▶ **YOUR INSTRUCTIONS**:
Restate the data below word for word, keeping each line intact.

▶ **PROVIDED ENTRIES**:
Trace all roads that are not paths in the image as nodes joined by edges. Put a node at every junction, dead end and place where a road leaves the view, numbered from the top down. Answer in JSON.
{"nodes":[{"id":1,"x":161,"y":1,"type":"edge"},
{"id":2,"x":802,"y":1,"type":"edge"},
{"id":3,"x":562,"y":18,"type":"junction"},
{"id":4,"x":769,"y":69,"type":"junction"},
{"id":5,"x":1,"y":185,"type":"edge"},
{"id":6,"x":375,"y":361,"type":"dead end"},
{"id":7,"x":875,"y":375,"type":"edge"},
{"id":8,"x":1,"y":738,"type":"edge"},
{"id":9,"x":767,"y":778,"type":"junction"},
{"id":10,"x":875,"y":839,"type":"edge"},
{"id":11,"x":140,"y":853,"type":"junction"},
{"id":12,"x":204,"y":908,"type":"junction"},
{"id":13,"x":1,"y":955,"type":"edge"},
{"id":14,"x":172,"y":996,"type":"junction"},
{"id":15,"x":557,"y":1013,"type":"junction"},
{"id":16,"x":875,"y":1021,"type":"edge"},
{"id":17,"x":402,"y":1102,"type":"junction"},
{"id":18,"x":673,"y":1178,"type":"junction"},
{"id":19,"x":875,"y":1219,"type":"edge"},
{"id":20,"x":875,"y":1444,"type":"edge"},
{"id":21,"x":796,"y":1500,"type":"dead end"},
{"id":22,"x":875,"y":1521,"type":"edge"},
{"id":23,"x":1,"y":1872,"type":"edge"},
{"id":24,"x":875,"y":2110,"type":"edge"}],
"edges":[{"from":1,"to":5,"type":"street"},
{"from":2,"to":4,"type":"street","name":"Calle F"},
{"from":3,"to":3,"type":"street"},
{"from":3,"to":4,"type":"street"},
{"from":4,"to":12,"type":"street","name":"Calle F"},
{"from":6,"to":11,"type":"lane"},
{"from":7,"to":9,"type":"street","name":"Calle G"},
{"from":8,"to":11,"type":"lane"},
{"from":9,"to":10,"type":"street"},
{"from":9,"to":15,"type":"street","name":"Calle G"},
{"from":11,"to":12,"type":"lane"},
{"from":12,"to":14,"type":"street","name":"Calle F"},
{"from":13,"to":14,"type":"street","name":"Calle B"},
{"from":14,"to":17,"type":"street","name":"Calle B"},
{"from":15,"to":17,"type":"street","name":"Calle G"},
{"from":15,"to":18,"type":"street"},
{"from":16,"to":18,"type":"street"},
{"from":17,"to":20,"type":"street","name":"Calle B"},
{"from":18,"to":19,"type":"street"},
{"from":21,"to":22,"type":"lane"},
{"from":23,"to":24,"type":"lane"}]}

▶ **WRITTEN SOLUTION**:
Trace all roads that are not paths in the image as nodes joined by edges. Put a node at every junction, dead end and place where a road leaves the view, numbered from the top down. Answer in JSON.
{"nodes":[{"id":1,"x":161,"y":1,"type":"edge"},
{"id":2,"x":802,"y":1,"type":"edge"},
{"id":3,"x":562,"y":18,"type":"junction"},
{"id":4,"x":769,"y":69,"type":"junction"},
{"id":5,"x":1,"y":185,"type":"edge"},
{"id":6,"x":375,"y":361,"type":"dead end"},
{"id":7,"x":875,"y":375,"type":"edge"},
{"id":8,"x":1,"y":738,"type":"edge"},
{"id":9,"x":767,"y":778,"type":"junction"},
{"id":10,"x":875,"y":839,"type":"edge"},
{"id":11,"x":140,"y":853,"type":"junction"},
{"id":12,"x":204,"y":908,"type":"junction"},
{"id":13,"x":1,"y":955,"type":"edge"},
{"id":14,"x":172,"y":996,"type":"junction"},
{"id":15,"x":557,"y":1013,"type":"junction"},
{"id":16,"x":875,"y":1021,"type":"edge"},
{"id":17,"x":402,"y":1102,"type":"junction"},
{"id":18,"x":673,"y":1178,"type":"junction"},
{"id":19,"x":875,"y":1219,"type":"edge"},
{"id":20,"x":875,"y":1444,"type":"edge"},
{"id":21,"x":796,"y":1500,"type":"dead end"},
{"id":22,"x":875,"y":1521,"type":"edge"},
{"id":23,"x":1,"y":1872,"type":"edge"},
{"id":24,"x":875,"y":2110,"type":"edge"}],
"edges":[{"from":1,"to":5,"type":"street"},
{"from":2,"to":4,"type":"street","name":"Calle F"},
{"from":3,"to":3,"type":"street"},
{"from":3,"to":4,"type":"street"},
{"from":4,"to":12,"type":"street","name":"Calle F"},
{"from":6,"to":11,"type":"lane"},
{"from":7,"to":9,"type":"street","name":"Calle G"},
{"from":8,"to":11,"type":"lane"},
{"from":9,"to":10,"type":"street"},
{"from":9,"to":15,"type":"street","name":"Calle G"},
{"from":11,"to":12,"type":"lane"},
{"from":12,"to":14,"type":"street","name":"Calle F"},
{"from":13,"to":14,"type":"street","name":"Calle B"},
{"from":14,"to":17,"type":"street","name":"Calle B"},
{"from":15,"to":17,"type":"street","name":"Calle G"},
{"from":15,"to":18,"type":"street"},
{"from":16,"to":18,"type":"street"},
{"from":17,"to":20,"type":"street","name":"Calle B"},
{"from":18,"to":19,"type":"street"},
{"from":21,"to":22,"type":"lane"},
{"from":23,"to":24,"type":"lane"}]}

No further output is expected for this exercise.